血尿診断ガイドライン改定について知っておきたいこと
2006年に初版が発行された「血尿診断ガイドライン」は、2013年に改訂されてから7年が経過し、血尿に関する新しいエビデンスの蓄積を受けて、再度の改定が行われました。これにより、診断やリスク評価の基準がさらに明確になり、患者さんに対する検査や診断の質が向上しています。今回は血尿診断のポイントを中心にご紹介いたします。
血尿診断のリスク別分類
まず、血尿は腎臓系か泌尿器系のものかを鑑別する必要があります。その上で、泌尿器系血尿であればリスクに応じた対応を行います。
低リスク群
- 年齢:男性40歳未満、女性50歳未満
- 尿中赤血球数:5~10個/HPF
- 危険因子:有害物質の暴露、排尿時の刺激症状、鎮痛剤の長期使用、骨盤放射線照射の既往、シクロホスファミド投与歴や長期カテーテル留置がない
これら全てを満たすと低リスク群とされ、定期的な経過観察が推奨されます。
中リスク群
- 年齢:男性40~59歳、女性50~59歳
- 尿中赤血球数:11~25個/HPF
- 危険因子:上記の危険因子のうち1つ以上が該当
中リスク群の患者さんには、当院では超音波検査と尿細胞診を実施して対応しております。
高リスク群
- 年齢:男女ともに60歳以上
- 尿中赤血球数:25個以上/HPF
- 喫煙歴や肉眼的血尿の既往
高リスク群に該当する場合、泌尿器科専門医への紹介が推奨されます。実は、喫煙歴があるだけで既に高リスク群なんです。泌尿器の癌の70%が喫煙に伴うものであるとされた論文を以前見たことがあります。これは発がん物質が肺から吸収され、尿から排出されるためだと言われています。

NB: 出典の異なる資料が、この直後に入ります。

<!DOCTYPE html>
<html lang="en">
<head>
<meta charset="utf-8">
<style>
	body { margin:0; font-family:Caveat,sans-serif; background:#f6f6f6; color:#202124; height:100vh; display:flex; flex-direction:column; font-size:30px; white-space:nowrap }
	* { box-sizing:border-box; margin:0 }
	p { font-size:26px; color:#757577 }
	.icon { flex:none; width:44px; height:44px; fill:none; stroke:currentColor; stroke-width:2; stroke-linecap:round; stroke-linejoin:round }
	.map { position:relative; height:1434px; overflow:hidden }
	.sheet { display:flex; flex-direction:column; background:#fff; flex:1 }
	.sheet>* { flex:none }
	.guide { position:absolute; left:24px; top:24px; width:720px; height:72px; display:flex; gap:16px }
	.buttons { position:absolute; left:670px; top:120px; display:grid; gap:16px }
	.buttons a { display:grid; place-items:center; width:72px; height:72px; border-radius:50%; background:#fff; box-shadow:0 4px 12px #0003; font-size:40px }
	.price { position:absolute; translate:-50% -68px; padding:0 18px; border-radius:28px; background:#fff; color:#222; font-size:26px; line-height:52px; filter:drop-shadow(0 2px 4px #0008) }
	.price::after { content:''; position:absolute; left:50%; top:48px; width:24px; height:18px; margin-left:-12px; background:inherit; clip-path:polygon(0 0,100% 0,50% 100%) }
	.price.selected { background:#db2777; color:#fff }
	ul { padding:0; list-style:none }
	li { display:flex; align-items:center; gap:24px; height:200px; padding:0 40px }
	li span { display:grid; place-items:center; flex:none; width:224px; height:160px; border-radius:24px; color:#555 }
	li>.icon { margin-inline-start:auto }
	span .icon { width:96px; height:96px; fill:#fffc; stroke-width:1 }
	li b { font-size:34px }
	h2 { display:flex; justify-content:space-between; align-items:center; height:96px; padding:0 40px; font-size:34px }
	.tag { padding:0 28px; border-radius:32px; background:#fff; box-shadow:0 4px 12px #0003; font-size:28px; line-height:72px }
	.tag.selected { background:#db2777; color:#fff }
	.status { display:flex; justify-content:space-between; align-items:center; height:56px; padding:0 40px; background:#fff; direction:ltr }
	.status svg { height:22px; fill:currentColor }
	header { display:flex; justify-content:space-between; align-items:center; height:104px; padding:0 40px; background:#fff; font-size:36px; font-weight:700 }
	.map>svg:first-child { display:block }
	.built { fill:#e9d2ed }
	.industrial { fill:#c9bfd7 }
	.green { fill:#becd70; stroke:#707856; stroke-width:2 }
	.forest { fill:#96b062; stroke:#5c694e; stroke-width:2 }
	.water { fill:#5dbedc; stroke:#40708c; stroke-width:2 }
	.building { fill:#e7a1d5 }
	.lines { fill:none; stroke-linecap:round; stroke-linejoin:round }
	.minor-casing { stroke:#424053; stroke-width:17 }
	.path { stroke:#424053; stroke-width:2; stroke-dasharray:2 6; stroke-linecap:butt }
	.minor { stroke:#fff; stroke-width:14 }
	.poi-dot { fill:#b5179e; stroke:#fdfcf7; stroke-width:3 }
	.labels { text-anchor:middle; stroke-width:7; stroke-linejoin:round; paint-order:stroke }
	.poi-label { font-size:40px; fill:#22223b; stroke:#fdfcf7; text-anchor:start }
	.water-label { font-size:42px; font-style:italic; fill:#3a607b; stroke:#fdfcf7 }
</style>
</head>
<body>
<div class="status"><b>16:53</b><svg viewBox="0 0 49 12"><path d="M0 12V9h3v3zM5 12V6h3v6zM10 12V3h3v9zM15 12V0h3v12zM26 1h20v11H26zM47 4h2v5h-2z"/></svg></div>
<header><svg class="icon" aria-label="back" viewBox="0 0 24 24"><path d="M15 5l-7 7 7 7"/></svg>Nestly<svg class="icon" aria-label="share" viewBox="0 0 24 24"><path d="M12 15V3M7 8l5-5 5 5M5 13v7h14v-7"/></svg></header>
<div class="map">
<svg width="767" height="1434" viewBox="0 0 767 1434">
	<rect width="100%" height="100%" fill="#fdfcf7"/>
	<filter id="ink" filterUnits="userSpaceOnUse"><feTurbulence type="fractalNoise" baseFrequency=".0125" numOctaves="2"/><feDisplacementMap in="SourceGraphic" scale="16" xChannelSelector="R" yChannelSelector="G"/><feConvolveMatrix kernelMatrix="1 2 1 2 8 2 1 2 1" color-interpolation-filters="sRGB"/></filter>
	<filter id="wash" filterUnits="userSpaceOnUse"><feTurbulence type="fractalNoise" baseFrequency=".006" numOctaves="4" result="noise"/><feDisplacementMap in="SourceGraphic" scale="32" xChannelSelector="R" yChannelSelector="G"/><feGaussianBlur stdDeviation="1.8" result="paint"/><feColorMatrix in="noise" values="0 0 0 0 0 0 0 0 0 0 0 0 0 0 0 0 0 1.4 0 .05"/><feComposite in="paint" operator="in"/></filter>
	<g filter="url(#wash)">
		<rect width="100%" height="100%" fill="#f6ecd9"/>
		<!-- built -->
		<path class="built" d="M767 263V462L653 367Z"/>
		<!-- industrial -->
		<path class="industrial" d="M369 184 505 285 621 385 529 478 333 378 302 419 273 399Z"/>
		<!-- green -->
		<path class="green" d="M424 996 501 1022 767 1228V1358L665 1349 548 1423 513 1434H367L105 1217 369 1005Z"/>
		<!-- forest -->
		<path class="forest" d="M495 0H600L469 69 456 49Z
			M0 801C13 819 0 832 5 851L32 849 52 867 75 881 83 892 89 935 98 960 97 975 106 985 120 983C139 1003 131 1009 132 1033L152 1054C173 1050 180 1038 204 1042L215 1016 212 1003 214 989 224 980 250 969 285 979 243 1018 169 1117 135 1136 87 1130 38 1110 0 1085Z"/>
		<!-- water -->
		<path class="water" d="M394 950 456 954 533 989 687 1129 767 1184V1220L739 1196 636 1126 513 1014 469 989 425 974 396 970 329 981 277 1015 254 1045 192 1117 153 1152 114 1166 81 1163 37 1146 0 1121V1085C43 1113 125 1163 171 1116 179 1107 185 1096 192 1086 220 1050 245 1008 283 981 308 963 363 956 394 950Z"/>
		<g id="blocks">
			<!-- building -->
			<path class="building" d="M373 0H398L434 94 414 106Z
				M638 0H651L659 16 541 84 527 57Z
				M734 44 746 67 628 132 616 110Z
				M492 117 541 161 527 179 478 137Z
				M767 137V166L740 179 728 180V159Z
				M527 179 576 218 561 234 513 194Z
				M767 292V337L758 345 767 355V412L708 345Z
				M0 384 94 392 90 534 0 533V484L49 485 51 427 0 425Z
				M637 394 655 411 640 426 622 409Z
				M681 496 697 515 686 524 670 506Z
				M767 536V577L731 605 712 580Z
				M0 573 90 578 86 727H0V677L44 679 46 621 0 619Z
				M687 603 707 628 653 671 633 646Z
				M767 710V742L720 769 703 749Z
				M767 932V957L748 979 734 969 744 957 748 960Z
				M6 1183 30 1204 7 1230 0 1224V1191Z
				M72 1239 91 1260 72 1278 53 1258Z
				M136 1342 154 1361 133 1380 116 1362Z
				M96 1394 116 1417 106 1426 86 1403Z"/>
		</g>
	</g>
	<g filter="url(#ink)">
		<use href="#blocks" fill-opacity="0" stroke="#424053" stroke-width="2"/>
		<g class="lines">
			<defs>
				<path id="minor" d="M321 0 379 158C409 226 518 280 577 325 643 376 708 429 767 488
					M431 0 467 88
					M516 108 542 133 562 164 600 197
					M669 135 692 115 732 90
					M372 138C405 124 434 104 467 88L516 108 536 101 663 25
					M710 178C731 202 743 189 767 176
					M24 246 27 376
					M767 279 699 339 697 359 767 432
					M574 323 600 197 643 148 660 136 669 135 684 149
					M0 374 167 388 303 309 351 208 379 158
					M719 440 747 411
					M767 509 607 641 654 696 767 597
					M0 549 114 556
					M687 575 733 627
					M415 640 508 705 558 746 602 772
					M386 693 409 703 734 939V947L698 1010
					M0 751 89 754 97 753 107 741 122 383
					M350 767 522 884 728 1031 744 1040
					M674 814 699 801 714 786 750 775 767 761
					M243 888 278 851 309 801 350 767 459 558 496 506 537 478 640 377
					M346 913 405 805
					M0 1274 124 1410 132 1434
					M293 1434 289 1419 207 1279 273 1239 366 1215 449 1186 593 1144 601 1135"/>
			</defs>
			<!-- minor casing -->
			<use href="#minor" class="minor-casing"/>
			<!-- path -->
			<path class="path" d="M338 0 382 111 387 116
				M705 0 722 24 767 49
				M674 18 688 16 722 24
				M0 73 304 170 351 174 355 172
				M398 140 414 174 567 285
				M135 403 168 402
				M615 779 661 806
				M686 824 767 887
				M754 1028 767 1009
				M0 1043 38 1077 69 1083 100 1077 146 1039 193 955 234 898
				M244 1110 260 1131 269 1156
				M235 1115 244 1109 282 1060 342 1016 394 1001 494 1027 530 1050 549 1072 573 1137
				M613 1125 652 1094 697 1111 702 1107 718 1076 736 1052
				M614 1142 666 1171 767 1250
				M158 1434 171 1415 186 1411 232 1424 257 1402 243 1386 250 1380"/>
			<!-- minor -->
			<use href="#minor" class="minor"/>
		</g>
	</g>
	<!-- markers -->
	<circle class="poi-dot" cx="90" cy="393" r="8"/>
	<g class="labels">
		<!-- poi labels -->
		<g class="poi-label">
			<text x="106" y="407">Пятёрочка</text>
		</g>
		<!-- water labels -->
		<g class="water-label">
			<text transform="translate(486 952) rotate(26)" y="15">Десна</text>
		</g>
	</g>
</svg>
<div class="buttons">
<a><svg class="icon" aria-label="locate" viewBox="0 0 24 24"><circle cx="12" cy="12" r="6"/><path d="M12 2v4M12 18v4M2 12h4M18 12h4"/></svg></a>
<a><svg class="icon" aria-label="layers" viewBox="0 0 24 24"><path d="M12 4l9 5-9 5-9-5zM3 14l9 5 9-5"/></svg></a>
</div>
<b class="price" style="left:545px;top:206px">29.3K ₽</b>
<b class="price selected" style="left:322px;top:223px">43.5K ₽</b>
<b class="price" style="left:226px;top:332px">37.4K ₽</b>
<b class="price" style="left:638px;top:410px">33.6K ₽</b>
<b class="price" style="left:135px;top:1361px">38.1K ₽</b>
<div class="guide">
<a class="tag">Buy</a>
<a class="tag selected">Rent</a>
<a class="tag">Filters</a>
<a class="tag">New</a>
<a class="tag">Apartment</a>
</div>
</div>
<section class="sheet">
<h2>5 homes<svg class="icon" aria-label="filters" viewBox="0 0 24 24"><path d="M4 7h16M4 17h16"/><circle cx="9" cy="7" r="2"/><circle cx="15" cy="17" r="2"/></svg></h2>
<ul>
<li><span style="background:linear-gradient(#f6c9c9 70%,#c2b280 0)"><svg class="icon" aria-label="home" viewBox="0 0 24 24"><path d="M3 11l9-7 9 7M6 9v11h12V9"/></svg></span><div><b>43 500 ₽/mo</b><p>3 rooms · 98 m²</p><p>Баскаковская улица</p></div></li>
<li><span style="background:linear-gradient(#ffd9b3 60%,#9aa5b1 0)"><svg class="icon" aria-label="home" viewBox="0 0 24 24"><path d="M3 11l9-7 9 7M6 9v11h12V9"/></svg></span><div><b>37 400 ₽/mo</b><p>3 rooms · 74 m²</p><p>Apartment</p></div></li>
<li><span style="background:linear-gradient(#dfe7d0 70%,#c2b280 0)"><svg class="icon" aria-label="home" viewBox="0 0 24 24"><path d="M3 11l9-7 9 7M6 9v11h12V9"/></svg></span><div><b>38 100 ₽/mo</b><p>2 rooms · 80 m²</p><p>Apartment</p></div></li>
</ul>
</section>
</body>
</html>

江口医院では尿沈渣検査は実施しておらず、尿検査と腹部超音波検査が可能です。水腎症の有無や腎の実質の評価も行えますが、個人的な見解として、腎実質の評価は難しいと感じています。
また、膀胱鏡検査やCT検査は当院では実施できません。そのため、最新のアルゴリズムに基づいて腎臓内科や泌尿器科への紹介を検討することが重要です。
腎臓内科紹介の基準
血清クレアチニンが異常に高値、またはeGFRが50以下、尿蛋白や尿白血球の陽性といった場合には、腎臓内科への紹介が適切です。また、尿中アルブミンや尿蛋白の定量検査、eGFR区分を元に紹介の必要性が決まりますが、患者さんの体力や年齢も考慮しながら判断しています。